A state prison oversight organization is supporting inmates' calls for changes in communication programs and policies in order to allow for more social distancing behind correctional facility walls without losing all contact with the outside world.
The Correctional Association of New York, a prison oversight organization based in New York City that uses on-site facility visits and communication with incarcerated people to monitor conditions in the state's prisons, says it shares concerns that were raised in a digital recording posted online last month by an inmate at Auburn Correctional Facility. The recording was made after the state Department of Corrections and Community Supervision instituted a no-visitation policy in order to limit COVID-19 spread.

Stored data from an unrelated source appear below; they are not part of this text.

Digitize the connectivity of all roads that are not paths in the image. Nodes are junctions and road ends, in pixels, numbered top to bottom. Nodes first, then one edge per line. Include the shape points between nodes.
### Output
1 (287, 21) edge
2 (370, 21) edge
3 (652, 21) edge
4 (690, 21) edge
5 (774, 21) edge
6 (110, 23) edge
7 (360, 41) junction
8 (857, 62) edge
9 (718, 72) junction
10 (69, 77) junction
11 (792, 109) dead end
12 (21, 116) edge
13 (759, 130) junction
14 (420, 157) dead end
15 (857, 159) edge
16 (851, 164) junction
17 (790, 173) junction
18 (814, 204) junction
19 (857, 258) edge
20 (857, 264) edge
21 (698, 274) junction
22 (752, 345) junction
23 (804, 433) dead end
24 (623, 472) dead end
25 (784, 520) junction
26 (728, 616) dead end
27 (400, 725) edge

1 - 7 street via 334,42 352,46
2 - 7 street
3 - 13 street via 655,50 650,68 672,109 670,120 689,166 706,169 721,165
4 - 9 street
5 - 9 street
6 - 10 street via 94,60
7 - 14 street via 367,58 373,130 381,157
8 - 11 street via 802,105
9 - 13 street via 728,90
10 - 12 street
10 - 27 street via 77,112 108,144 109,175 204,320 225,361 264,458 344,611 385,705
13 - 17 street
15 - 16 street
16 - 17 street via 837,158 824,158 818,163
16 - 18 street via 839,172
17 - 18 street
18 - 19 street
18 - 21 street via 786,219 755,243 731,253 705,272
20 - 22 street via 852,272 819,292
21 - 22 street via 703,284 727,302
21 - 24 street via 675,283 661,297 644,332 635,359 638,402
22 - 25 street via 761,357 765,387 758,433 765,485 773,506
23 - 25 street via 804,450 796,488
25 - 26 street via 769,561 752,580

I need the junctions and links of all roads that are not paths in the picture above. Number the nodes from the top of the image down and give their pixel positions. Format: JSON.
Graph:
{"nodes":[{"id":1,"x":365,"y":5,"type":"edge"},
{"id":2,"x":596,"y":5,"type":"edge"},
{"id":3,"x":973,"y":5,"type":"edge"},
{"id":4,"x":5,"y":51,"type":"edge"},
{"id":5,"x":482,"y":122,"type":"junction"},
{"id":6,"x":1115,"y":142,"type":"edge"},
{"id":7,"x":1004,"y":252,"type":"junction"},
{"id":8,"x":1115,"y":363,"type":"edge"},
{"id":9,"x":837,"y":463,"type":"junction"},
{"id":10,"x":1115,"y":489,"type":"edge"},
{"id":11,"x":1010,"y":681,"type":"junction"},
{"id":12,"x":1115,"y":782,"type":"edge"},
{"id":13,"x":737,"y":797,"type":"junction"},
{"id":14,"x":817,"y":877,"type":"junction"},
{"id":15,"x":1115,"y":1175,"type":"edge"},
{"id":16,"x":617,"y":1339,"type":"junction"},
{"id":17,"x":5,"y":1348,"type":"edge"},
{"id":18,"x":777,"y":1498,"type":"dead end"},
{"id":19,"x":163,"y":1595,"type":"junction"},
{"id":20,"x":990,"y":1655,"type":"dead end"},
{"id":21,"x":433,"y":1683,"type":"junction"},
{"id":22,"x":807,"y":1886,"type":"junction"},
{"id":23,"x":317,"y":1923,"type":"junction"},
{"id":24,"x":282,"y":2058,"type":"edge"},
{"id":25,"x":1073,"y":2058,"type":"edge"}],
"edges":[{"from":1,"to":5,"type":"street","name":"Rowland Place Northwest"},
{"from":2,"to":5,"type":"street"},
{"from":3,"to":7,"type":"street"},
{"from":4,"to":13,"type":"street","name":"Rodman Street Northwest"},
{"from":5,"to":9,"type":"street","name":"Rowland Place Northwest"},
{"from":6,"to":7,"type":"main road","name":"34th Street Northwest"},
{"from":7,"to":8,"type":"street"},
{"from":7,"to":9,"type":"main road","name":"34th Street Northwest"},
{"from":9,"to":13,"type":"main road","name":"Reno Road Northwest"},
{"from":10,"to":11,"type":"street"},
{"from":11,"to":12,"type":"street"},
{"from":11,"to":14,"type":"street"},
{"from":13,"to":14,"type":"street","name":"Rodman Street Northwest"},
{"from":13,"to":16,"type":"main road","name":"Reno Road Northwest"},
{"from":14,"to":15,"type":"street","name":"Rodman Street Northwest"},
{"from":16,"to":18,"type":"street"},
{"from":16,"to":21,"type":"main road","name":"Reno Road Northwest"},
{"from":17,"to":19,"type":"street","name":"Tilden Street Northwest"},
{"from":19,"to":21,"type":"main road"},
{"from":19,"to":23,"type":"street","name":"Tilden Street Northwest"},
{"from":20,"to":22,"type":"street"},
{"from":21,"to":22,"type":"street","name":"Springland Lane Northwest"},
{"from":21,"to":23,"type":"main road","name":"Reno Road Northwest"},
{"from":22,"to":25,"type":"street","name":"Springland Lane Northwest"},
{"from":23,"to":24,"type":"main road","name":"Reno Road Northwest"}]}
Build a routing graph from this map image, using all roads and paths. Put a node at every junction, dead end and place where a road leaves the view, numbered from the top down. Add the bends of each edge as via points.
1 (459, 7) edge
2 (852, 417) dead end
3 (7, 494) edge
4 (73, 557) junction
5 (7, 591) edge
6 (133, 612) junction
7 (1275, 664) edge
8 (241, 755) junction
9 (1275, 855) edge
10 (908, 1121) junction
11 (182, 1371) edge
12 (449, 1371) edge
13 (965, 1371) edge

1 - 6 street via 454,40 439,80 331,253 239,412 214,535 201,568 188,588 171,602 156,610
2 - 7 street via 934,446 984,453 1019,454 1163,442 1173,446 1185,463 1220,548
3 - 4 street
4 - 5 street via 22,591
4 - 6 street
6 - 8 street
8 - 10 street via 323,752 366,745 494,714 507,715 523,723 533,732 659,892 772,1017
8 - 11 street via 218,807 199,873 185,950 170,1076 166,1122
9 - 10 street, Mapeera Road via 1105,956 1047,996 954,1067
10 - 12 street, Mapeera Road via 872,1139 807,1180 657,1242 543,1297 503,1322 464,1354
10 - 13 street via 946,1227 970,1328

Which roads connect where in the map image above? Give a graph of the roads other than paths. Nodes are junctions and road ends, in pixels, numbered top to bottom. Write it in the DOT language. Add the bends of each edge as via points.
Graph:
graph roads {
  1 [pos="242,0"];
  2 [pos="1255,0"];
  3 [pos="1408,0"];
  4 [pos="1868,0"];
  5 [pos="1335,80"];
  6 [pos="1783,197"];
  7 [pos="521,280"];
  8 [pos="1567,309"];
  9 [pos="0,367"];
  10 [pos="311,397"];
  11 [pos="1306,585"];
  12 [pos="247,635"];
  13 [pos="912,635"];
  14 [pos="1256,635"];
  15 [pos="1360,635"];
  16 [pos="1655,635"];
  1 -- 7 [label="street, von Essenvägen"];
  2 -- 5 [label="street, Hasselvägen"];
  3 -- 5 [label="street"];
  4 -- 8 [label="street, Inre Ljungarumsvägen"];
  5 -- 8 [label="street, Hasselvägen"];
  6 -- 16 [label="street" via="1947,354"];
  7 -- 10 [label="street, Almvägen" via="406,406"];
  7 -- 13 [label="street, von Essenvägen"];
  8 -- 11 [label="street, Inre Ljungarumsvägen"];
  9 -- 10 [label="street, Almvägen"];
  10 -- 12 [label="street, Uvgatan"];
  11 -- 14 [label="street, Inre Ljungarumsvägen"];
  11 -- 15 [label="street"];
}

Nicholas Zimmerman, 44, uploaded an audio recording making several requests to the state Department of Corrections and Community Supervision and Gov. Andrew Cuomo. Among the requests, which Zimmerman said he recorded from solitary confinement, is a request to DOCCS to expand the capacities of the inmates’ personal electronic tablets to make unlimited FaceTime, phone calls and emails for those who can pay for the services. Using shared phone and computer equipment could lead to spread of the coronavirus, he said.
DOCCS started providing each incarcerated person with an electronic tablet in 2018 to provide access to books and listen to music. The tablets aren't meant to access the Internet, but inmates can send emails if they buy a digital stamp that costs about 50 cents.
When it suspended contact visits, including family reunion programs, DOCCS said inmates would be provided every week with five free stamps for letters, two free secure messages on their electronic tablets and one free phone call.
Zimmerman, who is in prison for a parole violation after he had previously been incarcerated on weapons, bail jumping and bribery convictions, said turning on video chat functions and allowing more communication would alleviate the stress of no visitation and also what he believes has been a suspension of mail and packages at the Auburn prison.
After reviewing Zimmerman's recording, Corrections Association Executive Director Jennifer Scaife said she was concerned that the coronavirus-related policies DOCCS is putting into place are not being uniformly implemented across the individual prisons. "Each prison has its own personality and its own set of cultural and regional issues that make implementation of a policy look a little bit different," she said.
She wasn't sure how Zimmerman's disciplinary status in the special housing unit impacts his privileges, but thought the extra tablet functions he requested could be fulfilled. Scaife has suggested that DOCCS, which she remarked has an "extraordinarily challenging role" in the crisis, create a dashboard of coronavirus cases in state prisons and where they're housed.
DOCCS said that it's continuing to evaluate "all options" as the pandemic develops.
"As the Department responds to this extraordinary circumstance, DOCCS has and continues to alter longstanding policies, as well as create new policies, to protect the health and wellbeing of staff, incarcerated individuals and parolees, while working to protect public health and public safety," the department said in a statement in response to The Citizen's questions.
Regarding inmate mail, DOCCS said nothing has changed and there are no plans to change anything in the future. But Scaife said Zimmerman's observations are not unique.
"What I’m hearing from Mr. Zimmerman at Auburn raises concerns that I already had — which is that if the commissioner says that mail should be operating as normal, I had many concerns that people are not getting mail or being able to send mail" due to staffing shortages or fears of coronavirus transmission, Scaife said.
In his recording, Zimmerman also requests that indigent inmates get one half hour of phone calls, five emails and two FaceTime calls. Zimmerman said communicating from tablets would keep people from potentially spreading the virus by using the same phones and email kiosks.
He also asks those in solitary confinement be allowed to buy $75 worth of food from the commissary and receive food packages from home to avoid potential contact with the virus through facility kitchens. He suggests general population inmates be allowed to buy $150 worth of food and the indigent given $20 a month for the commissary.
DOCCS said it follows the Center for Disease Control's food safety guidelines for limiting the spread of the coronavirus by giving mess hall workers unrestricted access to soap and water. "According to the CDC, there is currently no evidence to indicate that the transmission of COVID-19 is associated with food," the statement reads.
The last adjustment he called for was to convert all solitary confinement units to a layout called "keep lock," where Zimmerman said inmates would still be isolated in a cell but have access to their property and communicate with family, lawyers and advocates using their tablets.
Concerns about coronavirus spread in prisons have been raised by inmate advocacy organizations and corrections officers for several weeks.
Another NYC-based organization, The Osborne Association, recently released a statement calling for Cuomo and corrections officials to grant clemency, medical furloughs and vacate parole warrants, among other measures, to free the elderly and immunocompromised from jails and prisons.
The organization brings a range of education and vocational programs to about 36 correctional facilities. Since such programs were also suspended due to the pandemic, they said they're trying to use video visiting to the extent they can to decrease isolation in the facilities.